Last update - Thursday, February 19, 2009, 02:12 By Conor Lenihan

Over the past week or so my ministerial visits have take me to a number of educational institutions, including UCD and DCU in Dublin, and the national school in the Claddagh area of Galway City.

They are part of a process that began with a conference on intercultural education involving key interest groups which was hosted in Dublin last October by me and Minister for Education Batt O'Keefe, and over the coming months work will be completed on an intercultural strategy for schools.
Batt O'Keefe has devolved decision-making on diversity issues to the Office of the Minister for Integration and the Integration Unit from Education is now located at my office.
Some 10 per cent of primary and seven per cent of secondary schools are now composed of immigrants or children of immigrants, and the message from the schools is that teachers, parents and school communities are generally coping well with the challenges thrown up by immigration in recent years.
The language support resource has been ramped up considerably and last year accounted for in excess of €100m. And the lesson from the controversy last summer over the wearing of the hijab in schools is that best practice tends to be bottom-up and guided by practical compromises driven by the experience of dedicated principals, teaching staff and committed parents.
The patronage model in Irish schools, tradition and the importance of the local school means that localised innovation can often be far better than administrative direction from on high.
Of course, resources are important where the percentage of non-Irish students reaches critical levels of 20 per cent and above.
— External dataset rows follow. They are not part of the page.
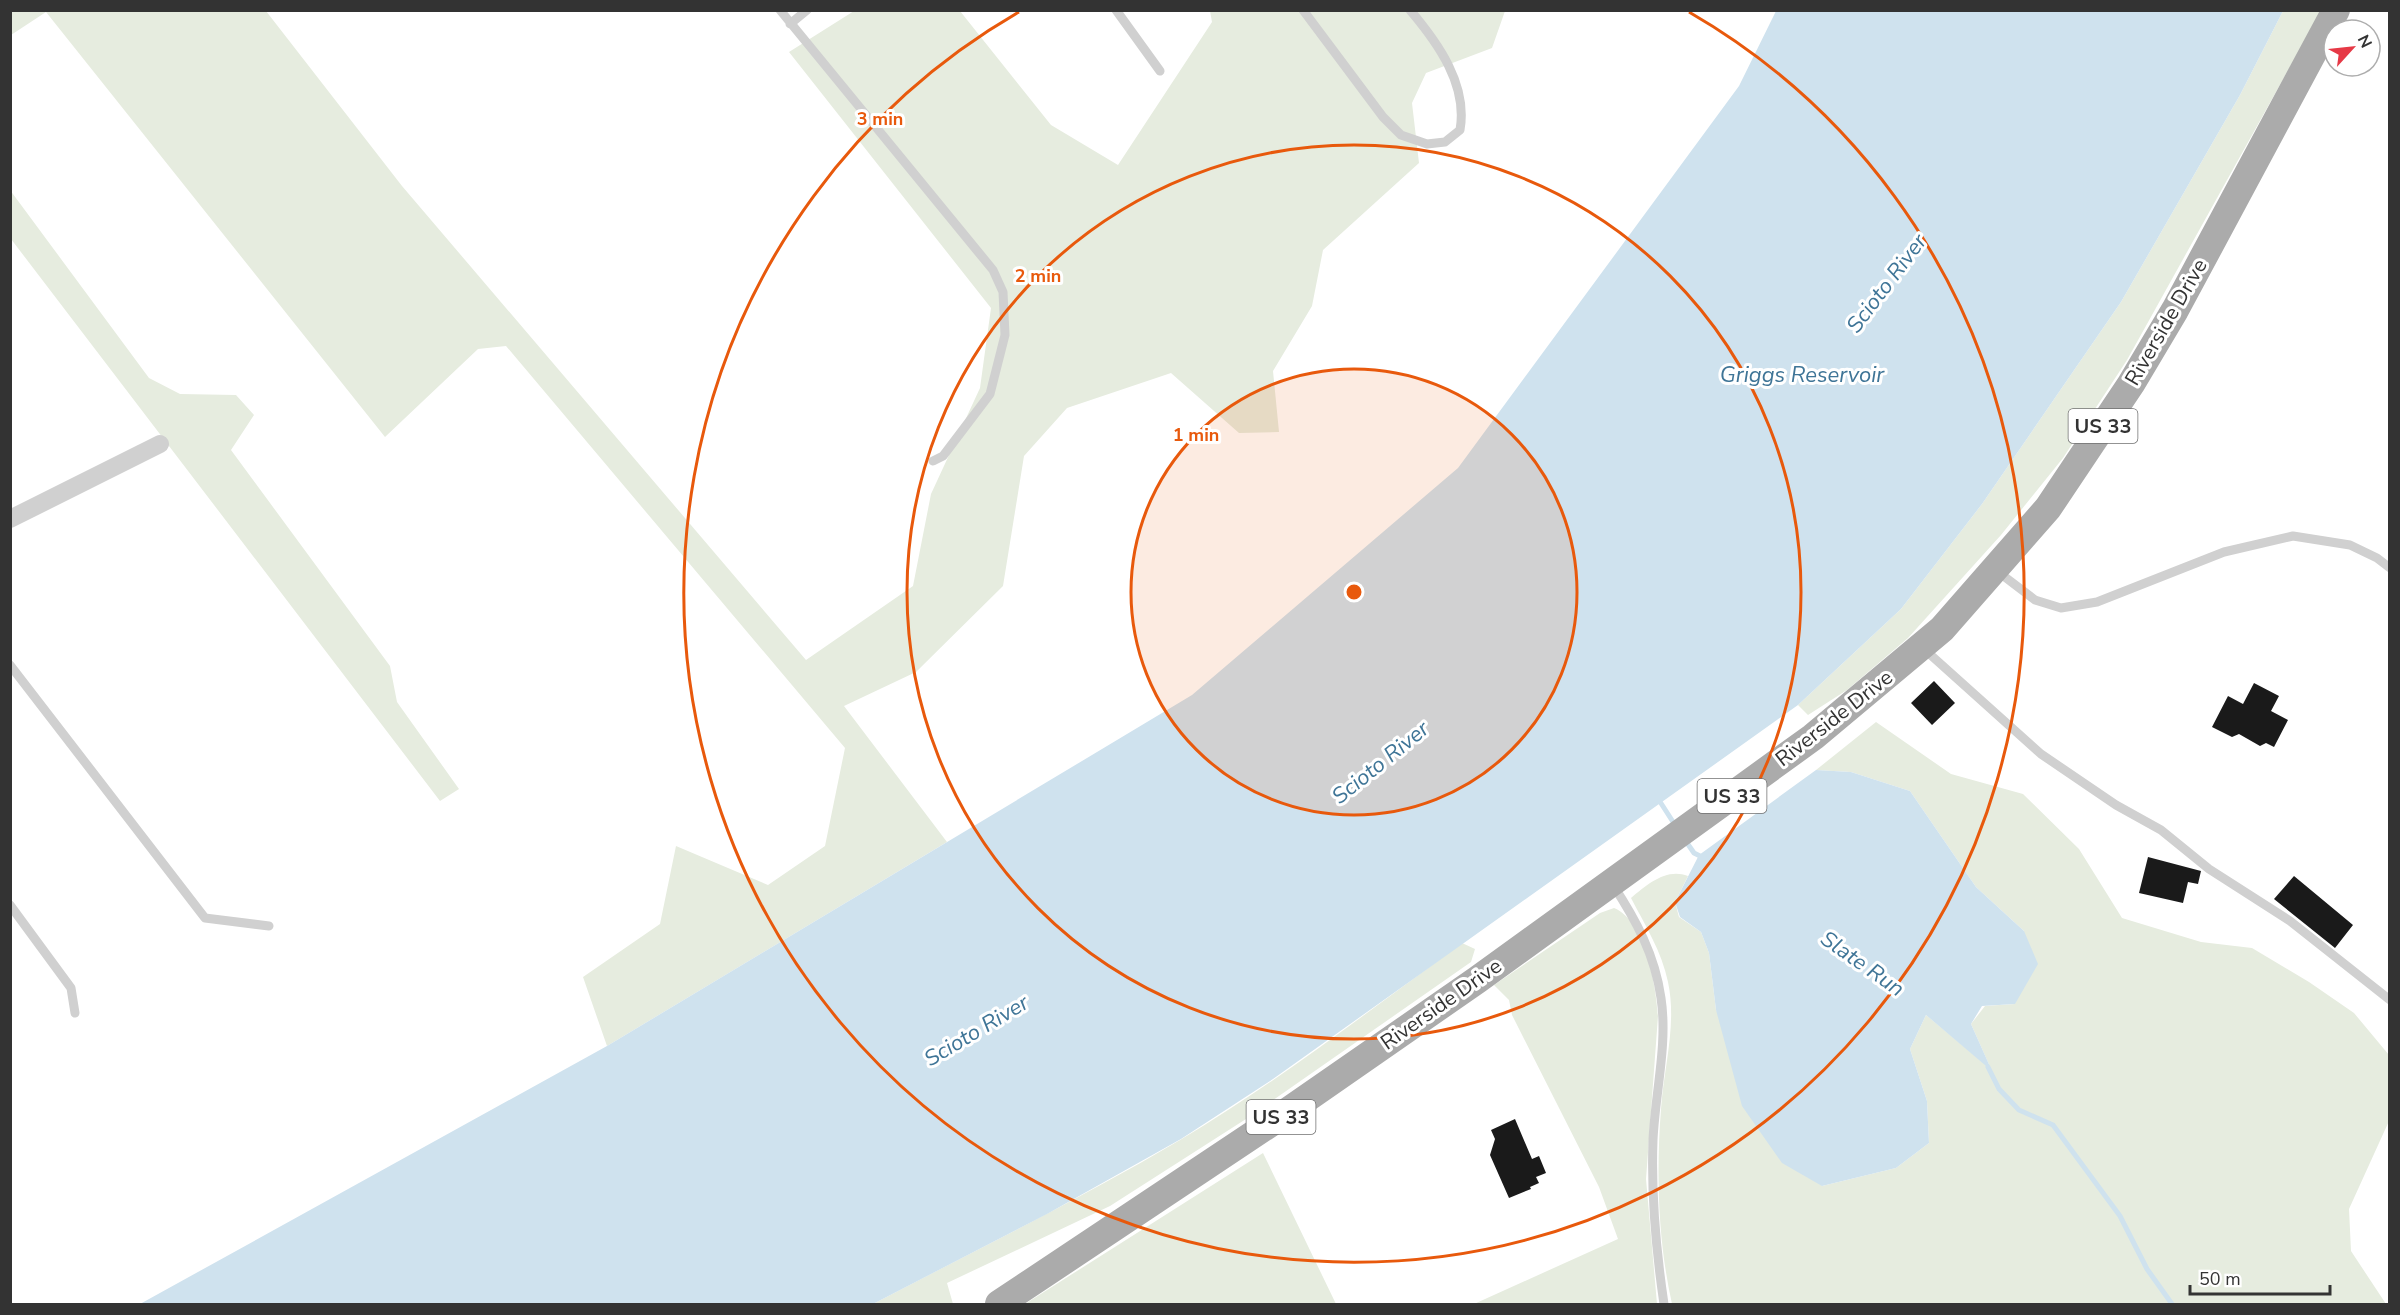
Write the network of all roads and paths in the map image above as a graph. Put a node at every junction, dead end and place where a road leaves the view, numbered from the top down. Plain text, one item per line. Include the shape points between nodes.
1 (780, 10) edge
2 (807, 10) edge
3 (1116, 10) edge
4 (1303, 10) edge
5 (1410, 10) edge
6 (2336, 10) edge
7 (790, 24) junction
8 (1160, 71) dead end
9 (160, 444) dead end
10 (933, 461) dead end
11 (10, 519) edge
12 (2390, 568) edge
13 (1995, 569) junction
14 (1922, 648) junction
15 (10, 665) edge
16 (1611, 883) junction
17 (10, 905) edge
18 (269, 926) dead end
19 (2390, 1000) edge
20 (75, 1013) dead end
21 (999, 1305) edge
22 (1664, 1305) edge

1 - 7 lane
2 - 7 lane
3 - 8 lane
4 - 5 lane via 1383,117 1401,135 1427,144 1445,142 1460,130 1463,112 1455,80 1434,38
6 - 13 main road, Riverside Drive / US 33 via 2175,310 2131,384 2048,508
7 - 10 lane via 993,270 1003,292 1005,336 990,394 943,456
9 - 11 street
12 - 13 lane via 2350,545 2293,536 2224,552 2097,602 2061,608 2035,600
13 - 14 main road, Riverside Drive / US 33
14 - 16 main road, Riverside Drive / US 33 via 1813,737
14 - 19 lane via 2042,754 2116,805 2161,830 2209,869 2290,921
15 - 18 lane via 205,918
16 - 21 main road, Riverside Drive / US 33 via 1294,1108
16 - 22 lane via 1643,935 1662,999 1653,1140 1654,1211
17 - 20 lane via 71,987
That said, the nature of schools’ efforts is still defined by the leadership offered by the school principal and the extent to which the whole school sees the benefit in managing diversity well.
While the classroom is different to the employment setting, the broad evidence is that those business and school organisations that invest in planning for diversity do better overall.
Indeed, a school-based study done by the Paris based OECD shows that where immigration is a significant factor in an individual school's numbers, the educational outcomes are marginally better than those where diversity is not a factor.
This study gives the lie to the often-held belief by some indigenous parents that their child's chances of doing well are worse where there are immigrant children present.
With the downturn, teachers and parents will have to do more with less, but evidence from the schools is that the ethos or enthusiasm of the educator and parent body is what makes the difference.
Batt O'Keefe rightly notes the importance of teaching quality rather than crude teacher-pupil ratios as being the determinant of academic success or failure in schools.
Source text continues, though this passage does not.